Every record below should be retyped exactly, and no picture should appear in the copy.
══ Exercise inputs ══
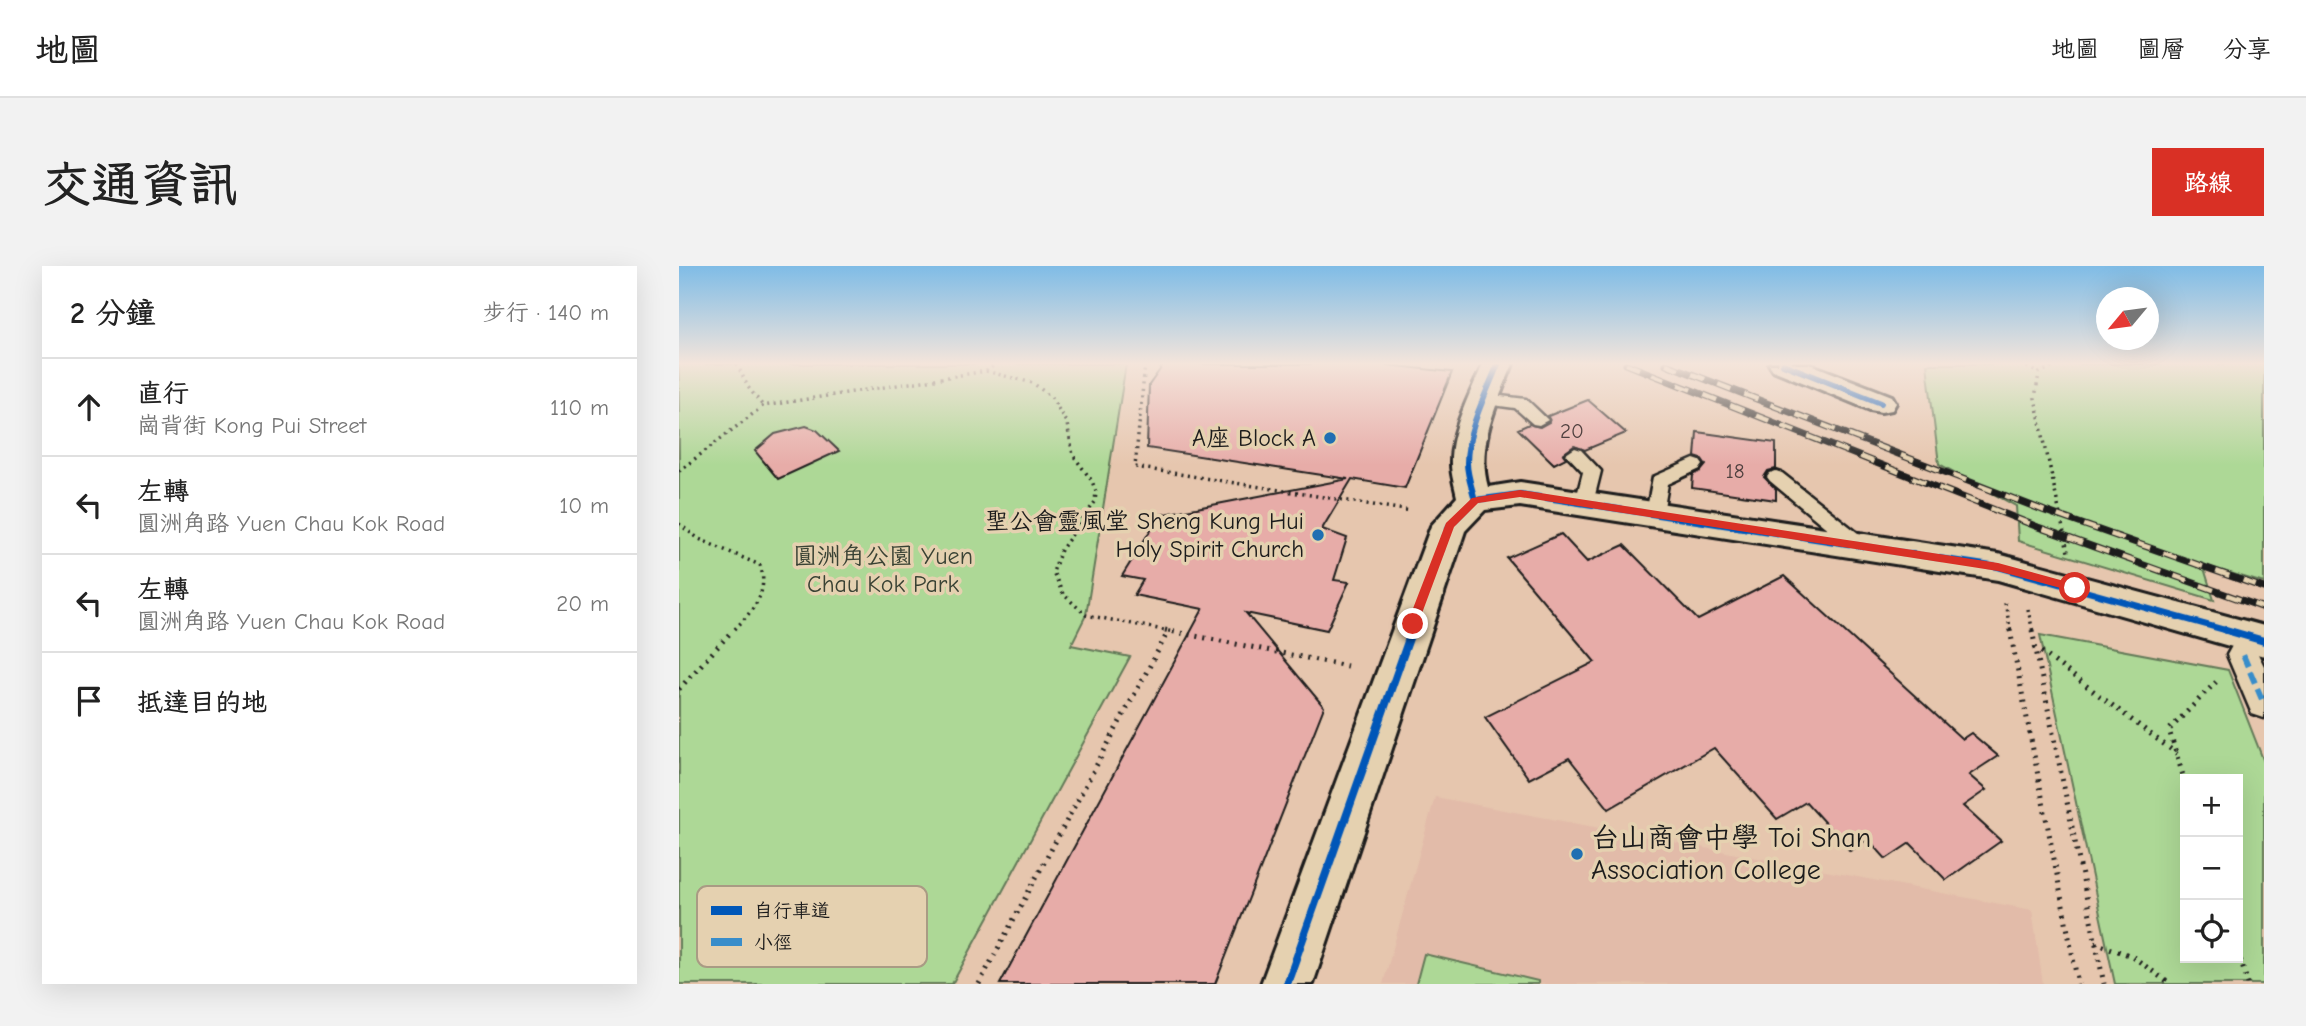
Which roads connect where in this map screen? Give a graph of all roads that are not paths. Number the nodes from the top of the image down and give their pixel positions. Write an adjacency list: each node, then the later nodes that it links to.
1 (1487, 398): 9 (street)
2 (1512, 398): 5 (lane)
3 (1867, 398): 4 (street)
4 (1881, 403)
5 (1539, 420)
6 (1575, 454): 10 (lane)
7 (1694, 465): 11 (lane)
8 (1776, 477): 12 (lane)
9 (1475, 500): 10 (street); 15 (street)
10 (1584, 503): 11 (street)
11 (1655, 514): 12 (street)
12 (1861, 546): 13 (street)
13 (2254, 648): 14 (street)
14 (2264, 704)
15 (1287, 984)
═══
**Task answer**
Which roads connect where in this map screen? Give a graph of all roads that are not paths. Number the nodes from the top of the image down and give their pixel positions. Write an adjacency list: each node, then the later nodes that it links to.
1 (1487, 398): 9 (street)
2 (1512, 398): 5 (lane)
3 (1867, 398): 4 (street)
4 (1881, 403)
5 (1539, 420)
6 (1575, 454): 10 (lane)
7 (1694, 465): 11 (lane)
8 (1776, 477): 12 (lane)
9 (1475, 500): 10 (street); 15 (street)
10 (1584, 503): 11 (street)
11 (1655, 514): 12 (street)
12 (1861, 546): 13 (street)
13 (2254, 648): 14 (street)
14 (2264, 704)
15 (1287, 984)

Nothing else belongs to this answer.